### Record extracts ###

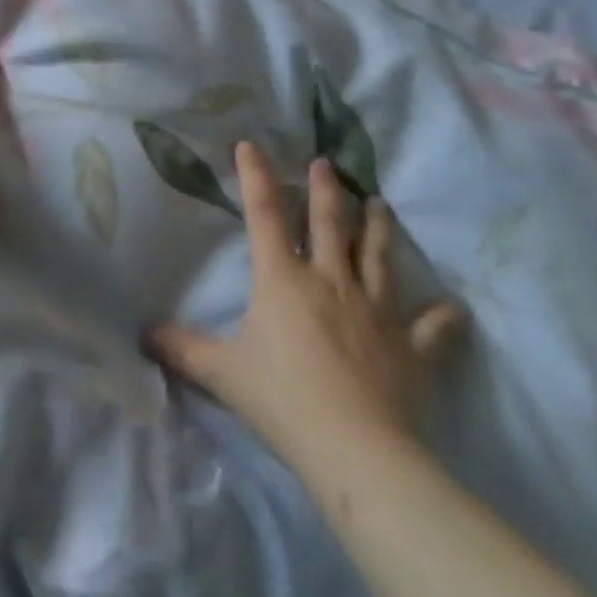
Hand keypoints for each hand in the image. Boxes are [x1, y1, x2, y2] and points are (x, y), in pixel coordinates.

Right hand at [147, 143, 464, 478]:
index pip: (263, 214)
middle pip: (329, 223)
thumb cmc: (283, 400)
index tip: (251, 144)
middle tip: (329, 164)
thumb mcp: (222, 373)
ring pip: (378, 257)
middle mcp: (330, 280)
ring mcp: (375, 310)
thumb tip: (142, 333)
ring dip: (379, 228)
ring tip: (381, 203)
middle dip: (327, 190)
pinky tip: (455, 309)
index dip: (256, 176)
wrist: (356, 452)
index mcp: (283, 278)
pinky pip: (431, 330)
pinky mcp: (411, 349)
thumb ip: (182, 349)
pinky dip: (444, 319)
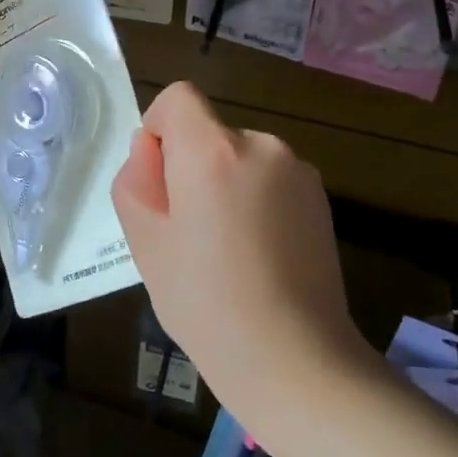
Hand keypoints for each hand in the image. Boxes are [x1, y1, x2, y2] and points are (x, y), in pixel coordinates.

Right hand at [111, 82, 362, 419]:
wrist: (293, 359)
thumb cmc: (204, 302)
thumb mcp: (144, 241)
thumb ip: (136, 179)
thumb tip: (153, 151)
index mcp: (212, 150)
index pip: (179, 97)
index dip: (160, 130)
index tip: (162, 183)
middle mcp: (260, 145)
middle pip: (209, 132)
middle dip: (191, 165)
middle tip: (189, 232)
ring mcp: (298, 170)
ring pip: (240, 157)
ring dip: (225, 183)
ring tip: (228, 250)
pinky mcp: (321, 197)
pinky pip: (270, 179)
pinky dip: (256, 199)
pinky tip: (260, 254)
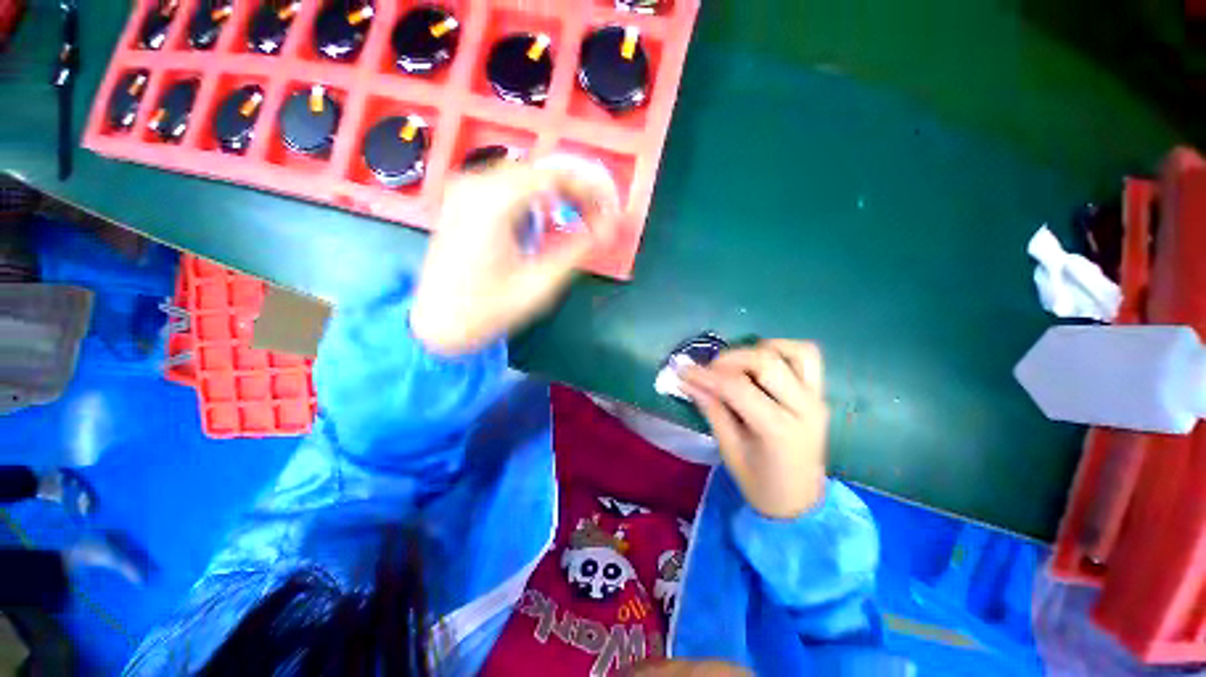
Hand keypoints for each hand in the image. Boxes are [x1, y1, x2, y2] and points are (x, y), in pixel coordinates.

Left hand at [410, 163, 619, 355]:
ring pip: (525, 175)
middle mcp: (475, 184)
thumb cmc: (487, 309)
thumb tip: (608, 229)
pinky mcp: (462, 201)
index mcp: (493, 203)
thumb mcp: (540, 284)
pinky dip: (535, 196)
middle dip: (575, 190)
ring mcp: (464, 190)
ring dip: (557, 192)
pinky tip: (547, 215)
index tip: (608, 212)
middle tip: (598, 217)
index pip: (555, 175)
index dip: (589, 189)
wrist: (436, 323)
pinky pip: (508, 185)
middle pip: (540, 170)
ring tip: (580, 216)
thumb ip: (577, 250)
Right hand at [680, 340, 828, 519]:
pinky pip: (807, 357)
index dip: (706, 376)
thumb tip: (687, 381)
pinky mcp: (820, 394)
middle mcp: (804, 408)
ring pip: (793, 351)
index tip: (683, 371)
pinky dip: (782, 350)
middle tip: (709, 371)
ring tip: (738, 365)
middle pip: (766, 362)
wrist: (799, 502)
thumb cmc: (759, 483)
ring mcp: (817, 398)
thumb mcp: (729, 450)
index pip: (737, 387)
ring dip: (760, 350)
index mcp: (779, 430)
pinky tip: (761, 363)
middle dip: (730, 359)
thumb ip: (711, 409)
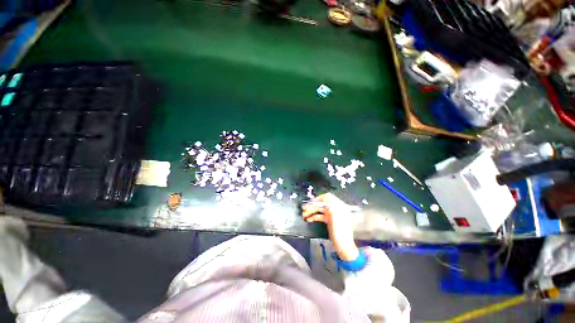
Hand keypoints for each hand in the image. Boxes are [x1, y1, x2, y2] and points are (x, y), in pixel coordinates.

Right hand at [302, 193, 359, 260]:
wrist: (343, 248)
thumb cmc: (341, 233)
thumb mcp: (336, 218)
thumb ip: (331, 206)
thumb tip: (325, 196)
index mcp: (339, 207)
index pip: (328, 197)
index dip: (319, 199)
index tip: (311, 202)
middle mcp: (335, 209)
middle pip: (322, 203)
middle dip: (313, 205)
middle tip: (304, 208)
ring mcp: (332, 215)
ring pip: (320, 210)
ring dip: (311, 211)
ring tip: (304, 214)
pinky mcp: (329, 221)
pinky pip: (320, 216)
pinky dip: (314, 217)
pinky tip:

###

== Exercise brief ==
Look above for the line with "ring mcp: (298, 170)" and the line with "pinky dip: (535, 196)". Output those two and everything between them exactly, pictures excluded.

== Result for this task ==
ring mcp: (298, 170)
ring pip: (240, 157)
ring dip: (225, 183)
ring tip: (228, 250)
pinky mcp: (321, 197)
pinky pip: (270, 179)
pinky dip: (256, 199)
pinky tip: (260, 254)
Hand keypoints for each hand in the image. Boxes are [x1, y1, x2, y2] and points are (x, y), in pixel coordinates.

Left hand at [410, 163, 619, 355]:
ring pip: (525, 175)
middle mcp: (475, 184)
thumb cmc: (487, 309)
thumb tip: (608, 229)
pinky mcp: (462, 201)
index mcp: (493, 203)
thumb mcp: (540, 284)
pinky dip: (535, 196)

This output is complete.